- [Problem statement]:
State how many lines in the entries below hold the word "graph", with nothing besides the number.

- [Record set]:

************

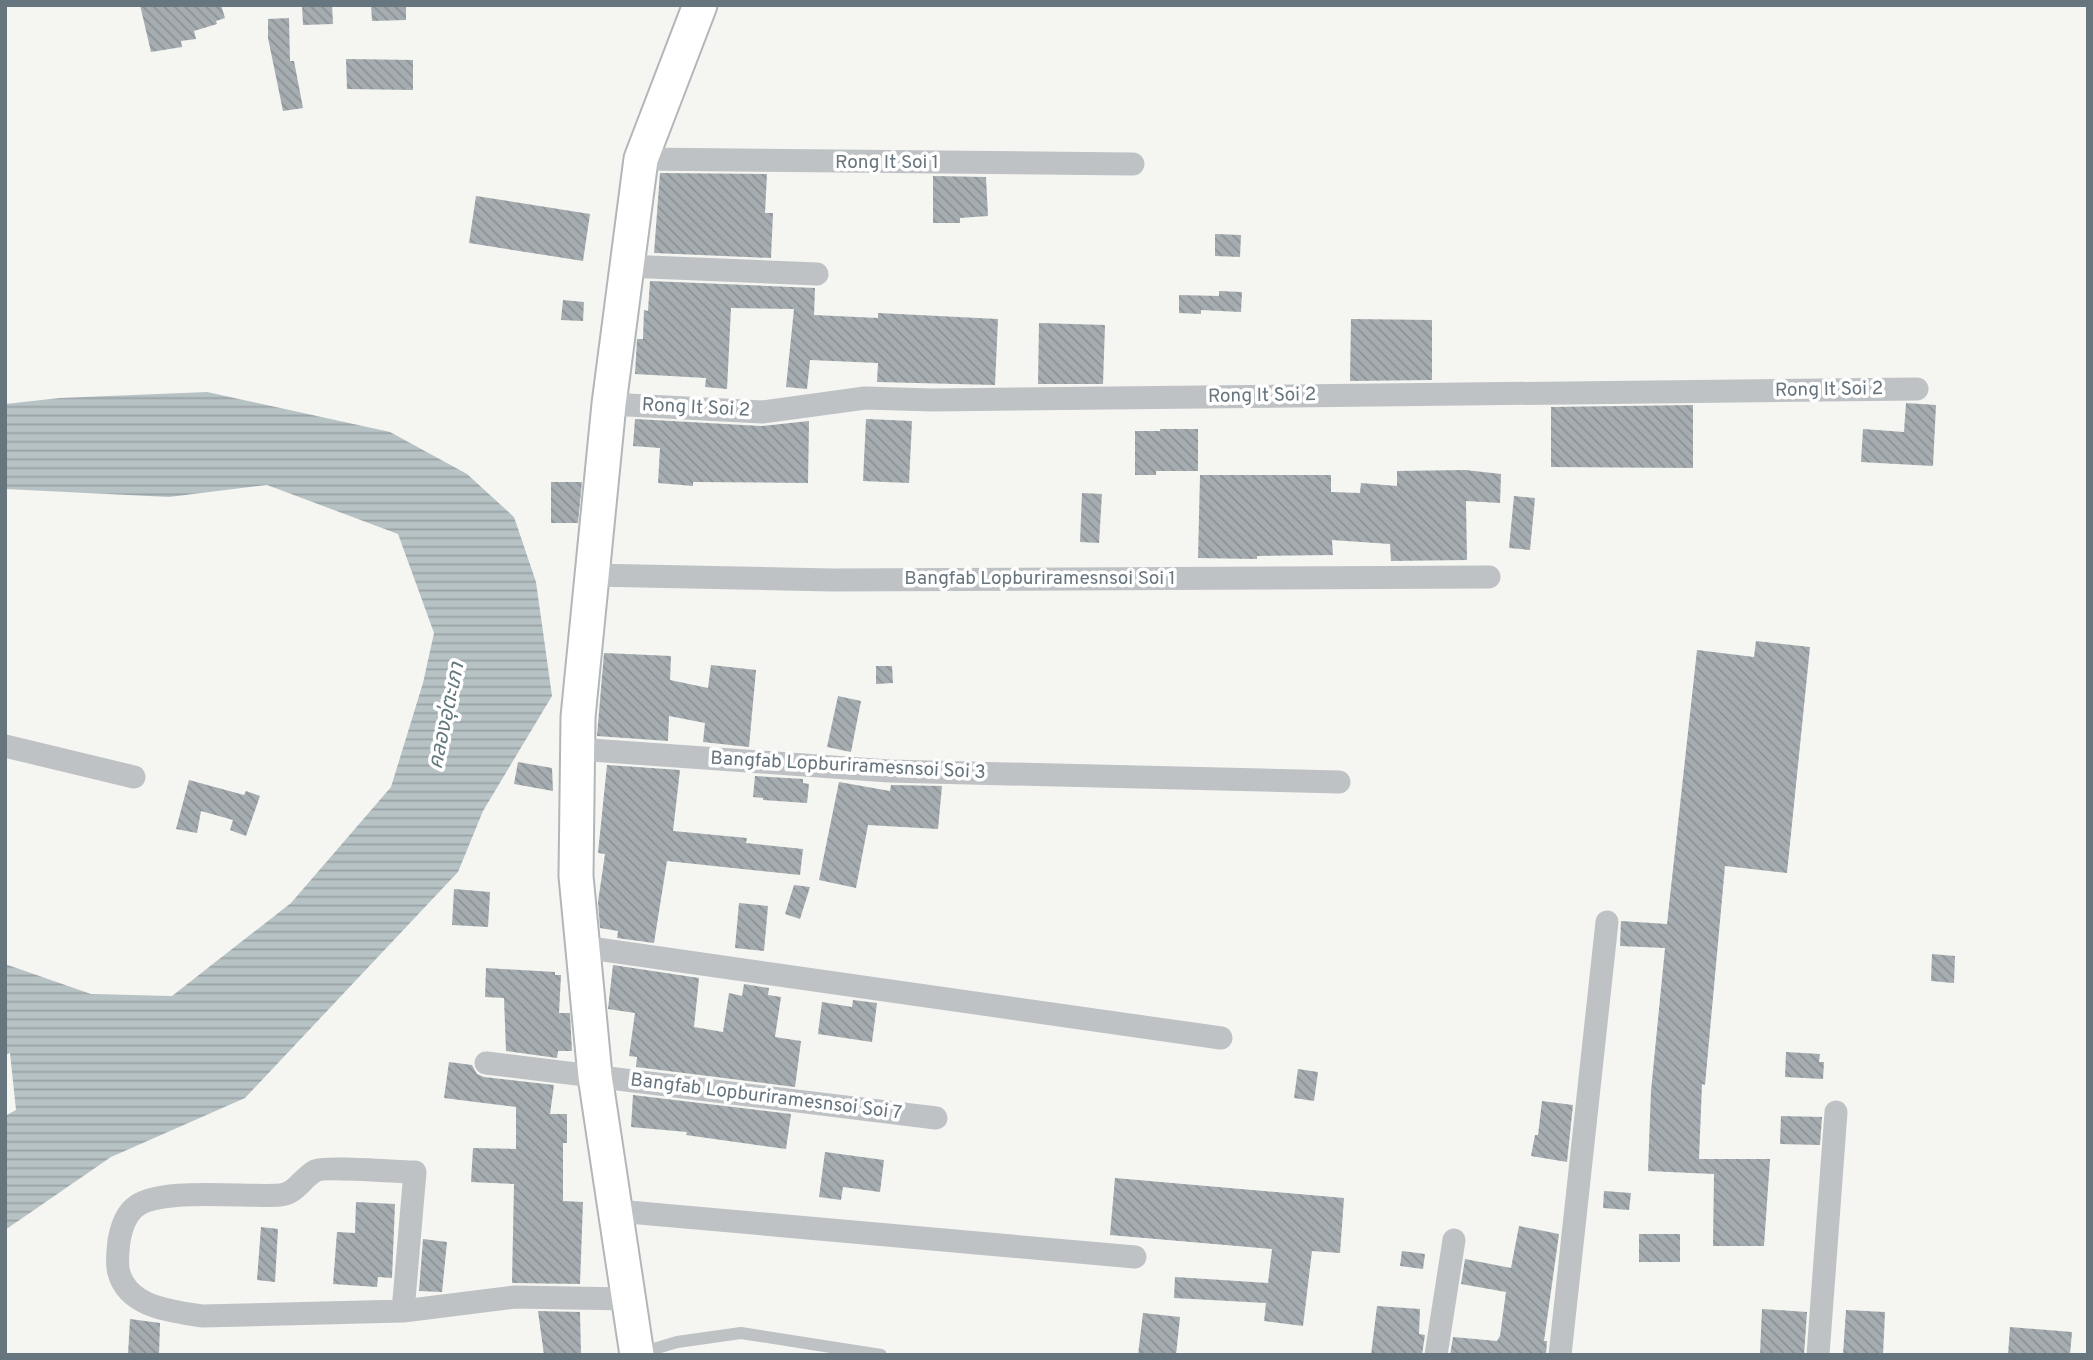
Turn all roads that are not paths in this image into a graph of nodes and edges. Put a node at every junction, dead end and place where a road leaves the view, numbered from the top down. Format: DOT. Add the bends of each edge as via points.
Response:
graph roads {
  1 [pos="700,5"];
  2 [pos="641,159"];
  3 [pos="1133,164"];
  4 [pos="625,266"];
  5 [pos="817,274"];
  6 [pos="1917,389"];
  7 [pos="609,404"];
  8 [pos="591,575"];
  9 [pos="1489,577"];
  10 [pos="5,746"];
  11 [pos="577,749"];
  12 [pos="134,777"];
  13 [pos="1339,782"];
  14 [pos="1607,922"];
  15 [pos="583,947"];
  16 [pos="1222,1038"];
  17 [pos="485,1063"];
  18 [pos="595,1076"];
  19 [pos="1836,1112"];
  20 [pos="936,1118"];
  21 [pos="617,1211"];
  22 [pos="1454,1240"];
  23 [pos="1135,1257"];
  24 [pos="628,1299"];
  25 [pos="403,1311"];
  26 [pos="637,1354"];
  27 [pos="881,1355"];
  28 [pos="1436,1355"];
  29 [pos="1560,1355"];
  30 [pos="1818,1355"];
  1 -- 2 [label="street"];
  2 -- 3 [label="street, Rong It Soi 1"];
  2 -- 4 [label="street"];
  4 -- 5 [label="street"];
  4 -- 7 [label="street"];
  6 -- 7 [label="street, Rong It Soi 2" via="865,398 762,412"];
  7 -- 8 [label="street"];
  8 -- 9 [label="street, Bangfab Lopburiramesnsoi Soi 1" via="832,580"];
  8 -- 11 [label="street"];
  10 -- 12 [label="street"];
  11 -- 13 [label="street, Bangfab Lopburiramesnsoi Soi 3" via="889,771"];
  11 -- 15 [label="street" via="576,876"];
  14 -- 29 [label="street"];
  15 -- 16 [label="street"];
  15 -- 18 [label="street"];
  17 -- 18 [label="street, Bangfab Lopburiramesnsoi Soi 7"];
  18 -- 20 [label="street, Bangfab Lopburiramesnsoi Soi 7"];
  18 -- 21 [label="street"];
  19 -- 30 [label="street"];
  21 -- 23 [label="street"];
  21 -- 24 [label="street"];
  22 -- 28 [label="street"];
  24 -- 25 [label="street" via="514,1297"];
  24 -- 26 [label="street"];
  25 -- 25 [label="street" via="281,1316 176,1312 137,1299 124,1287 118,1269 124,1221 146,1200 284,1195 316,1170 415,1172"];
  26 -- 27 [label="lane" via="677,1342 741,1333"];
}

************

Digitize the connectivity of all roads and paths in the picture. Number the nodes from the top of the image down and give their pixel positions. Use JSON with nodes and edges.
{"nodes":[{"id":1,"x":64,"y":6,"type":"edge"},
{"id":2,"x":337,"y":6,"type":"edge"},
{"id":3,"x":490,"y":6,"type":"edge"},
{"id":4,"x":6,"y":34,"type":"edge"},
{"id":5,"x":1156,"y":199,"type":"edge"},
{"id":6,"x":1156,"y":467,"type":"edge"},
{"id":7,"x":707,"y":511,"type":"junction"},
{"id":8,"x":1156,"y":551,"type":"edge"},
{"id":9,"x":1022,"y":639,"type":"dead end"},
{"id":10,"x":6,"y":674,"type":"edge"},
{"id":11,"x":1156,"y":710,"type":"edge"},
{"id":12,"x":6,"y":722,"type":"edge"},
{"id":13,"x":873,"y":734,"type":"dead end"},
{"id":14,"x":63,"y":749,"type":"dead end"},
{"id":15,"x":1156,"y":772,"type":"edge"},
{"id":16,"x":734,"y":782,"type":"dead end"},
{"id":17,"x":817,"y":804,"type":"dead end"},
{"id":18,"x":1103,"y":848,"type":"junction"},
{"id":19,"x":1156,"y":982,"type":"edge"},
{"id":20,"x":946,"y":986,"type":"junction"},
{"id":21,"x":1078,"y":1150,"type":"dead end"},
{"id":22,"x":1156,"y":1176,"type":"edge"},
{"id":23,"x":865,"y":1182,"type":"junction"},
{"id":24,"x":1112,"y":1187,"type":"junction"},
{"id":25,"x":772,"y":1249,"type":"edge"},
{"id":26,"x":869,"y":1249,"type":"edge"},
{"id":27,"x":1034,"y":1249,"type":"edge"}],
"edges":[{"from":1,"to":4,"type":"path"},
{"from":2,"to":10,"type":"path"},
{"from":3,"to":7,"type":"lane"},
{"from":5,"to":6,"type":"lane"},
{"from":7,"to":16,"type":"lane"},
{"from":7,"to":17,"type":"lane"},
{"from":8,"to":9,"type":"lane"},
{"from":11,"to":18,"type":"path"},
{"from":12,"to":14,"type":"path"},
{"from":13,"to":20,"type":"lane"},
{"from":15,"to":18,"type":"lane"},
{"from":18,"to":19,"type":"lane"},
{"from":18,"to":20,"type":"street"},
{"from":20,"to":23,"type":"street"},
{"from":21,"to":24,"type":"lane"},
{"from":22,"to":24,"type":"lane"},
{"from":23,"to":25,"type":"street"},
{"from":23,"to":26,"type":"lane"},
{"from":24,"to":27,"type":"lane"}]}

************

- [Reply to the exercise]:
2